The Mids scored a touchdown on their opening drive of the second half, and cornerback Ketric Buffin picked off Rutgers quarterback Mike Teel two plays later. Instead of Navy closing within one score, Kaheaku-Enhada’s deep slant pass intended for Reggie Campbell was plucked out of the air by safety Courtney Greene.

“The thing that turned it is when we got the interception,” Johnson said. “We put that one in the end zone and make it 24-21, now we’ve got a game and maybe they panic.”

While Navy’s defense might have played a little better than it did a week ago against lowly Temple, the Mids couldn’t handle the combination of Rice and Rutgers’ speedy receivers. With plenty of time to throw, Teel completed 14 of 19 for 266 yards and three touchdowns, including a 53-yarder to Kenny Britt in the fourth quarter to seal the victory.

A pair of first-quarter injuries to key defenders didn’t help the Mids’ cause. Senior captain Jeff Deliz injured his right ankle at the end of Rutgers’ first drive and did not return. He spent the rest of the game on crutches and wore a protective boot in the second half.

Junior linebacker Clint Sovie, one of the defense’s two returning starters from a year ago, left the game during the second series with a left ankle injury and also spent the rest of the evening on crutches.

“You get like a deer in headlights. You see the lights and you realize you’ve got your family watching,” senior linebacker Irv Spencer said. “Those young guys, I could see it in their faces. Maybe they were nervous and weren’t as confident, but we’re going to work on that for next week.”

Navy stopped Rutgers on its first drive, but the Scarlet Knights forged a 14-0 lead thanks to great field position. Greg Veteto’s first punt was downed at Navy’s 40, and Teel connected with Shamar Graves three plays later for a 12-yard touchdown.

Rutgers defensive end George Johnson intercepted Kaheaku-Enhada’s quick slant pass on the Mids’ next drive, and the Scarlet Knights again needed only three plays to extend the lead to two touchdowns.

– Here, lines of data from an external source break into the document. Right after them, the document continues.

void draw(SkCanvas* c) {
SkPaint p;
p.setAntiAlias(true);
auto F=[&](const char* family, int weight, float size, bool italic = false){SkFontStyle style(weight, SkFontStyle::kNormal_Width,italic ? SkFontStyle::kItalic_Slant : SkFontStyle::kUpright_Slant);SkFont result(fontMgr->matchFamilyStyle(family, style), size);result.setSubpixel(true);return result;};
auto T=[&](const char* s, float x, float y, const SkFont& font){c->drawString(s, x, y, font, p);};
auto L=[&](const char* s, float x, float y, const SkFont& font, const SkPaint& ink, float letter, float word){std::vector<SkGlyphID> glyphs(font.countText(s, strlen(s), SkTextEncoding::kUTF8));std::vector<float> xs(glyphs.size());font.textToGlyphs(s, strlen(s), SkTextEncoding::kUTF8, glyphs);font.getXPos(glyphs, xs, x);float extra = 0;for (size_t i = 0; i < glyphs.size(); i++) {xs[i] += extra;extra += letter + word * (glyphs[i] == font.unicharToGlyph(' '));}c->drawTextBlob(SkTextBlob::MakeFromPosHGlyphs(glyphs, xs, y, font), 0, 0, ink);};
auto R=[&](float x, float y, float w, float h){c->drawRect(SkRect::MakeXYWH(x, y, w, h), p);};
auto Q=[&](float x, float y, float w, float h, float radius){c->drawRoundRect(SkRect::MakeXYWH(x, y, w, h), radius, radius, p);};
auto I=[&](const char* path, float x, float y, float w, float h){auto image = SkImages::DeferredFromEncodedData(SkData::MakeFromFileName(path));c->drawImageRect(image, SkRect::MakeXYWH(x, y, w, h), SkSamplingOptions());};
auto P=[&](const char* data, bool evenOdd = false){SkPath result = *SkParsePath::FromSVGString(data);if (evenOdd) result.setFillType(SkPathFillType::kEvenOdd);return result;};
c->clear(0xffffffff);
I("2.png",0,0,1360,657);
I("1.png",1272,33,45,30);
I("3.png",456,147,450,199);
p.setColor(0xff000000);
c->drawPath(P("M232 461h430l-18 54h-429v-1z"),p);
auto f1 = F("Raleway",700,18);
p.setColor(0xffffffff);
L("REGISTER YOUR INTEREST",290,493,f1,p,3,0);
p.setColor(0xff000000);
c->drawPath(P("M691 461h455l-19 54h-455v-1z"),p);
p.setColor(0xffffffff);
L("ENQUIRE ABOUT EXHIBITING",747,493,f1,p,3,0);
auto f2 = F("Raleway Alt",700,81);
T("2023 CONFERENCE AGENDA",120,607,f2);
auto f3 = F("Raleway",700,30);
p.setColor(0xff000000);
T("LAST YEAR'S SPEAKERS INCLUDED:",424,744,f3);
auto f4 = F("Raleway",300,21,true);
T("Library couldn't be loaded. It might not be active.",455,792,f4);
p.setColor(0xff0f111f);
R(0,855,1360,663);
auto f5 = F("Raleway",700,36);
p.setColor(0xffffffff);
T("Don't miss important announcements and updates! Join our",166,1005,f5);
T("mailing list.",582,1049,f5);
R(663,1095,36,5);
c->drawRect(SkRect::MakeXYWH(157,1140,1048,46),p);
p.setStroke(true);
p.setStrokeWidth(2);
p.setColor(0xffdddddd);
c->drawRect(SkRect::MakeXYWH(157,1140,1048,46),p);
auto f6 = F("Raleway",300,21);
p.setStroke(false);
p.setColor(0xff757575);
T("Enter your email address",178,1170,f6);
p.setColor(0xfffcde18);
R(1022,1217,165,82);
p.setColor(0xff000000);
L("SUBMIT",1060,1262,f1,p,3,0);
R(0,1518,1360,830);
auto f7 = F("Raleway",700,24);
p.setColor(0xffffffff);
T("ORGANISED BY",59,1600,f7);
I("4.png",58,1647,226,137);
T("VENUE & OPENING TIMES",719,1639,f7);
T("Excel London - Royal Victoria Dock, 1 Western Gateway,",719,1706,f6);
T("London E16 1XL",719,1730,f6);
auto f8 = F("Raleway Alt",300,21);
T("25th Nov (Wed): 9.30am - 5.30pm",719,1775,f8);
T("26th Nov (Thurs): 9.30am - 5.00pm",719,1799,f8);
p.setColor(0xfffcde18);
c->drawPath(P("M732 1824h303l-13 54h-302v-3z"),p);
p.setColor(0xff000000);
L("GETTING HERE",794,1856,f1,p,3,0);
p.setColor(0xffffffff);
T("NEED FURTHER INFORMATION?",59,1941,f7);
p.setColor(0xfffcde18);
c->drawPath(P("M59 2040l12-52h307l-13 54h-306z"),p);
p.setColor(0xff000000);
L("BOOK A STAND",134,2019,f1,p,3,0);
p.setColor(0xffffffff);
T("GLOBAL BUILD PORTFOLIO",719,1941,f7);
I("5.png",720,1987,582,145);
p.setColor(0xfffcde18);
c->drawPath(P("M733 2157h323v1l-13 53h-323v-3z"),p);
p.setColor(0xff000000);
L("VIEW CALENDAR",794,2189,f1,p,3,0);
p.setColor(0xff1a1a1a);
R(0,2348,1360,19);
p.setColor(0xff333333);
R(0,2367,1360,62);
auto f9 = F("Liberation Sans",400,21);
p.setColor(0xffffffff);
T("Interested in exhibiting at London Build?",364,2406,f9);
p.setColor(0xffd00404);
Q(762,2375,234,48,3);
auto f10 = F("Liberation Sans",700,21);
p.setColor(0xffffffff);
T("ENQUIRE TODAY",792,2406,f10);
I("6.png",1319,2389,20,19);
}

The Mids answered with a 57-yard drive that featured a heavy dose of backup fullback Eric Kettani. Johnson used several different tweaks to his standard option offense against an athletic Rutgers defense. The Mids sent a slotback in motion in a straight line like a wide receiver normally would, and it appeared to catch the Scarlet Knights off guard. It opened up the middle for Kettani, who finished the game with a team-high 48 yards on nine carries.

Kaheaku-Enhada capped the drive with a 3-yard pass to Campbell, who had used the same straight-line motion before the snap.

“The way they played, we tried to scheme a little bit,” Johnson said. “I thought we had some decent ideas, but it didn’t turn out quite as well I would have hoped.

“I told them after the game, the good thing about our football program over the past few years is we don’t lose two games in a row. We’ve got to go back and correct the mistakes, and we’ve got to stop turning the ball over.”